REQUIRED WORK | I'd like the entries that follow repeated exactly, with the pictures left out.
###
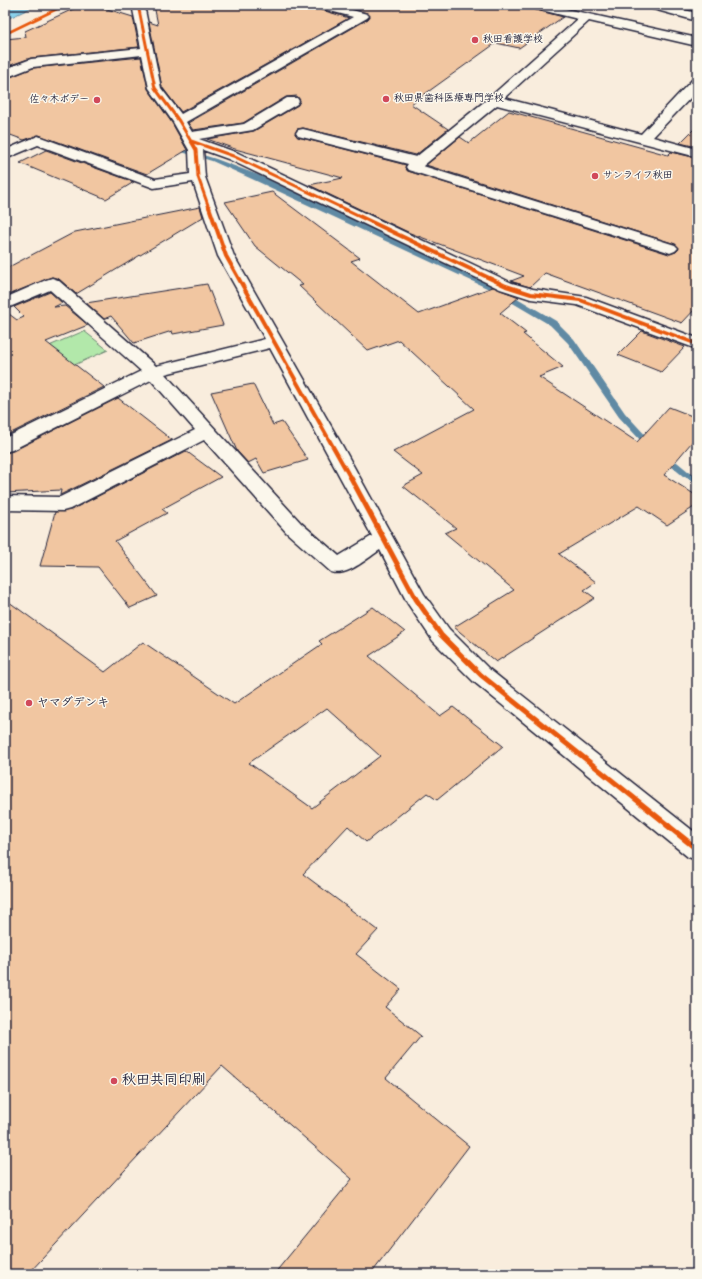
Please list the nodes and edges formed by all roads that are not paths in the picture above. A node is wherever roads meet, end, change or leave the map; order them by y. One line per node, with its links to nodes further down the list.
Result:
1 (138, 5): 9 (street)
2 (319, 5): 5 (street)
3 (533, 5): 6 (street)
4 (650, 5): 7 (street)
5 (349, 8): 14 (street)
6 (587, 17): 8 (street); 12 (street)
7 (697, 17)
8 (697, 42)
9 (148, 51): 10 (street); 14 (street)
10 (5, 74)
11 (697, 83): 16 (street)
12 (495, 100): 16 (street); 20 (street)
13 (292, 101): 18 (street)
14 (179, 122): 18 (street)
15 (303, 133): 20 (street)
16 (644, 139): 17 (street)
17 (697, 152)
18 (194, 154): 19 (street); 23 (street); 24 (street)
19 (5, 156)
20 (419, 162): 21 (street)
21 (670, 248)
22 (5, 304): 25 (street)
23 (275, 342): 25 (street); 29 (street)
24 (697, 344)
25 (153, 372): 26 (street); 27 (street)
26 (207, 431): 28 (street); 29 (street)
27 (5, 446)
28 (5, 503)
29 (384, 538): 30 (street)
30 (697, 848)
###
EXERCISE RESULT |
Please list the nodes and edges formed by all roads that are not paths in the picture above. A node is wherever roads meet, end, change or leave the map; order them by y. One line per node, with its links to nodes further down the list.
Result:
1 (138, 5): 9 (street)
2 (319, 5): 5 (street)
3 (533, 5): 6 (street)
4 (650, 5): 7 (street)
5 (349, 8): 14 (street)
6 (587, 17): 8 (street); 12 (street)
7 (697, 17)
8 (697, 42)
9 (148, 51): 10 (street); 14 (street)
10 (5, 74)
11 (697, 83): 16 (street)
12 (495, 100): 16 (street); 20 (street)
13 (292, 101): 18 (street)
14 (179, 122): 18 (street)
15 (303, 133): 20 (street)
16 (644, 139): 17 (street)
17 (697, 152)
18 (194, 154): 19 (street); 23 (street); 24 (street)
19 (5, 156)
20 (419, 162): 21 (street)
21 (670, 248)
22 (5, 304): 25 (street)
23 (275, 342): 25 (street); 29 (street)
24 (697, 344)
25 (153, 372): 26 (street); 27 (street)
26 (207, 431): 28 (street); 29 (street)
27 (5, 446)
28 (5, 503)
29 (384, 538): 30 (street)
30 (697, 848)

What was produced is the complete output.